Reynié étend cette montée à l’ensemble de l’Europe et l’explique par les
problèmes démographiques du continent, sa stagnation économique, les conflits interculturels
qu’entraîne une immigration de masse et les difficultés que connaît l’état-providence
à remplir son rôle. Foutaise que tout
ceci, lui rétorque le bon Roland :
une population vieillissante se replie sur des valeurs conservatrices tandis
que dans toute l’Europe se développe un « racisme » anti-musulman (l’Islam
serait donc une race ?) le tout étant monté en épingle par les media.
Malgré tout, Marine Le Pen a obtenu moins de suffrages en 2012 que son père dix
ans avant et, preuve que tout va très bien, évoque une société plus ouverte où
la vie associative n’a jamais été aussi riche.
M. Reynié le contredit pourtant, évoquant la montée du
populisme en Norvège comme en Suisse, pays sans grands problèmes et n’appartenant
pas à l’UE. Tu raisonnes comme un coup
de marteau dans la merde, mon pauvre Dominique (la formule est de moi) objecte le
vénérable Roland : les aspirations des électeurs du FN sont en
contradiction avec son programme, vu qu’ils sont pour l’Europe et l’Euro. Il s’agit
d’un vote protestataire, et puis c’est tout. Un peu plus tard, Mme Martin,
arrivée à la bourre, lui objectera que
la question d’un vote d’adhésion ou de
simple protestation n’est posée qu’au sujet du FN et qu’il est concevable que
les électeurs des autres partis n’adhèrent pas plus à leur programme (Pleine de
bon sens, la Virginie, comme quoi on peut être socialo et avoir comme des
éclairs de lucidité)…
Mais je deviens long… Disons qu’ensuite on évoquera ,suite à
une intervention d’auditeur, la fausseté du « parler simple » du FN,
que M. Reynié persistera à déclarer que la droitisation se poursuivra en s’amplifiant
à mesure qu’en Europe les peuples ressentiront que non seulement leur niveau de
vie mais leur style de vie se trouvera remis en cause. Le soin de conclure sera
laissé à M. Cayrol qui questionné sur
la solution du problème (?) que pose
cette montée par l’obtention de résultats économiques répondra que ces résultats sont évidemment
nécessaires mais insuffisant car il faudra également que le gouvernement
redéfinisse ce qu’est le pacte républicain et comment il compte l’incarner…

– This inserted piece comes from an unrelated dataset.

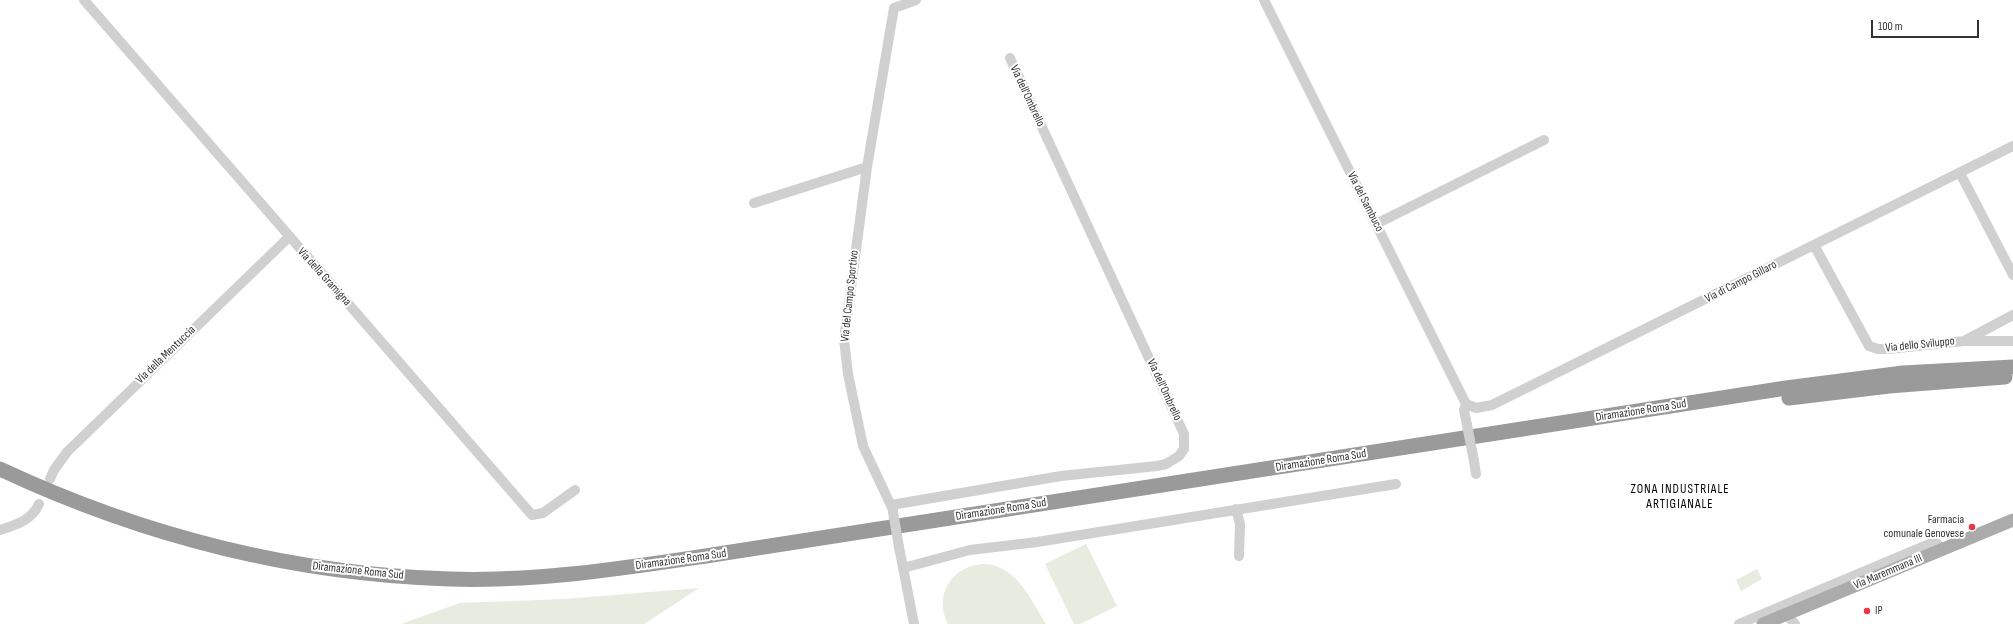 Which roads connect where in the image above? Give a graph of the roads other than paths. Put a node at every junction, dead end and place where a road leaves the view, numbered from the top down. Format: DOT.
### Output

Résumons-nous : il n’y a pas pour M. Cayrol de montée
du populisme (i.e. du FN), il n’y a qu’une impression de montée (à rapprocher
du sentiment d’insécurité). Curieusement, pour résoudre un problème qui ne se
pose pas, de bons résultats économiques ne suffiront pas, il faudra travailler
en profondeur afin d’éradiquer les causes culturelles profondes d’’une
non-adhésion.
Décidément, ce brave Roland me plaît. Il est un archétypal d’une
gauche qui refuse de voir tout ce qui pourrait remettre en cause sa doxa. Son
aveuglement volontaire participe à entretenir la défiance du peuple vis-à-vis d’ « élites »
déconnectées. Avec de tels adversaires, point n’est besoin d’alliés.
*Notez au passage que tout ce beau monde travaille à (et est
issu de) Sciences Po. De là à penser qu’ils feraient partie d’une communauté
idéologique à laquelle appartiendraient également politiciens et journalistes il n’y a
qu’un pas que des esprits futiles franchiraient aisément…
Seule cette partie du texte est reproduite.